Published online Oct 26, 2020. doi: 10.12998/wjcc.v8.i20.4753
Peer-review started: May 21, 2020
First decision: June 7, 2020
Revised: June 22, 2020
Accepted: September 1, 2020
Article in press: September 1, 2020
Published online: October 26, 2020
Processing time: 157 Days and 10.6 Hours
Horseshoe kidney (HK) with renal stones is challenging for urologists.

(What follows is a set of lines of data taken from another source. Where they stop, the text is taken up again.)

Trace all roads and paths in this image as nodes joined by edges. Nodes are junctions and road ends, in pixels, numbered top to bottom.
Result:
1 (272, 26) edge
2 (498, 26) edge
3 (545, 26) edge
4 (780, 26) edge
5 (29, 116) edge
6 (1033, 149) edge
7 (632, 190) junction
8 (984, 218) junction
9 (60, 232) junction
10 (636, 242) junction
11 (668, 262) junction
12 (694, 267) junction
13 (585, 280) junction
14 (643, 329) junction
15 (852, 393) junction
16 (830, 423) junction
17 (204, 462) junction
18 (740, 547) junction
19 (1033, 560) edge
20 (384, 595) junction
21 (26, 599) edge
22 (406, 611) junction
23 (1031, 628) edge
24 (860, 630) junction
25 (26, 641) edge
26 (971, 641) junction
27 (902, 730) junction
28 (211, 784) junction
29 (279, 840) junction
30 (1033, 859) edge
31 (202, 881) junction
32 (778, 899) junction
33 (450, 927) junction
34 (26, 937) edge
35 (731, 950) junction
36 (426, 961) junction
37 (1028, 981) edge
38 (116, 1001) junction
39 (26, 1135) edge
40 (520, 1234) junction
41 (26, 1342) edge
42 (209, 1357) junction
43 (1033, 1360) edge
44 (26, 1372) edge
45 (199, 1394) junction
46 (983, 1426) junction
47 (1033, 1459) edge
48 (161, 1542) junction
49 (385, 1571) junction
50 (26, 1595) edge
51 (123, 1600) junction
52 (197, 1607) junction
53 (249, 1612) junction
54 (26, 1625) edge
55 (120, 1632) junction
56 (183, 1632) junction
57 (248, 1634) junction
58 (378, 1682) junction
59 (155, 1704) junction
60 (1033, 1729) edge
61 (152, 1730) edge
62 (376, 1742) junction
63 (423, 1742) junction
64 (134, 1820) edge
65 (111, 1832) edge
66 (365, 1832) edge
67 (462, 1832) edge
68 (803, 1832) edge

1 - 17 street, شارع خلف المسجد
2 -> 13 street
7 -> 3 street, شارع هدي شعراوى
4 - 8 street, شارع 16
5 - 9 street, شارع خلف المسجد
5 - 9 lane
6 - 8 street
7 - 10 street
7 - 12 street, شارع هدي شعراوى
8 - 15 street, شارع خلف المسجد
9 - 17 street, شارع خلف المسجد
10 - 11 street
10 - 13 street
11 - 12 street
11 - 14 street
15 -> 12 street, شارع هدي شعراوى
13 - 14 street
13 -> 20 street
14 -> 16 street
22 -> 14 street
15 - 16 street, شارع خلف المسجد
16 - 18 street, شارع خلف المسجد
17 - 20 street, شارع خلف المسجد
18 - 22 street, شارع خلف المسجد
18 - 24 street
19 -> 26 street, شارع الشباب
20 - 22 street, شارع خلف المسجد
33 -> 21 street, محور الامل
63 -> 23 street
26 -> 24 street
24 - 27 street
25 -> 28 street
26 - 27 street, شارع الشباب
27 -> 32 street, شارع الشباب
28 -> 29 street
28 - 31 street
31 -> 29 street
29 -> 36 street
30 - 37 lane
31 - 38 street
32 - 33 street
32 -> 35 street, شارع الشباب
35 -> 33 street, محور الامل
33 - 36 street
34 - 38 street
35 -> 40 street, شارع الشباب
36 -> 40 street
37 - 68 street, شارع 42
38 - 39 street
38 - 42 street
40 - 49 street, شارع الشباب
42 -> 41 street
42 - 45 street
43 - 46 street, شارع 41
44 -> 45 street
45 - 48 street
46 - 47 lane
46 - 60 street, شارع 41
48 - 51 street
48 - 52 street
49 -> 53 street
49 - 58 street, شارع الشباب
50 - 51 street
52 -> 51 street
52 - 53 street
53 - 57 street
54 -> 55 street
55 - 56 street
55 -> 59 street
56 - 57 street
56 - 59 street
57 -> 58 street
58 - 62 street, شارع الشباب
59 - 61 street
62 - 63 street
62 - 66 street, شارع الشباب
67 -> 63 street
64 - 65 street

Although both retroperitoneal and transperitoneal laparoscopic approaches have been reported in some case reports, the therapeutic outcome of retroperitoneal compared with transperitoneal laparoscopic lithotripsy is unknown.
To assess the efficacy of laparoscopic lithotripsy for renal stones in patients with HK.
This was a retrospective study of 12 patients with HK and a limited number (n ≤ 3) of 20-40 mm renal stones treated with either retroperitoneal or transperitoneal laparoscopic lithotripsy (June 2012 to May 2019). The perioperative data of both groups were compared including operation time, estimated blood loss, postoperative fasting time, perioperative complications and stone-free rate (SFR).
No significant difference was observed for age, gender, preoperative symptoms, body mass index, preoperative infection, hydronephrosis degree, largest stone diameter, stone number and isthmus thickness. The mean postoperative fasting time of the patients in the retroperitoneal group and the transperitoneal group was 1.29 ± 0.49 and 2.40 ± 0.89 d, respectively (P = 0.019). There was no significant difference in operation time (194.29 ± 102.48 min vs 151.40 ± 39.54 min, P = 0.399), estimated blood loss (48.57 ± 31.85 mL vs 72.00 ± 41.47 mL, P = 0.292) and length of hospital stay (12.14 ± 2.61 d vs 12.40 ± 3.21 d, P = 0.881) between the retroperitoneal and transperitoneal groups. All patients in both groups had a complete SFR and postoperative renal function was within the normal range. The change in estimated glomerular filtration rate (eGFR) from the preoperative stage to postoperative day 1 in the retroperitoneal group and the transperitoneal group was -3.86 ± 0.69 and -2.20 ± 2.17 mL/(min·1.73 m2), respectively (P = 0.176). From the preoperative stage to the 3-mo follow-up, the absolute change in eGFR values for patients in the retroperitoneal group and the transperitoneal group was -3.29 ± 1.11 and -2.40 ± 2.07 mL/(min·1.73 m2), respectively (P = 0.581).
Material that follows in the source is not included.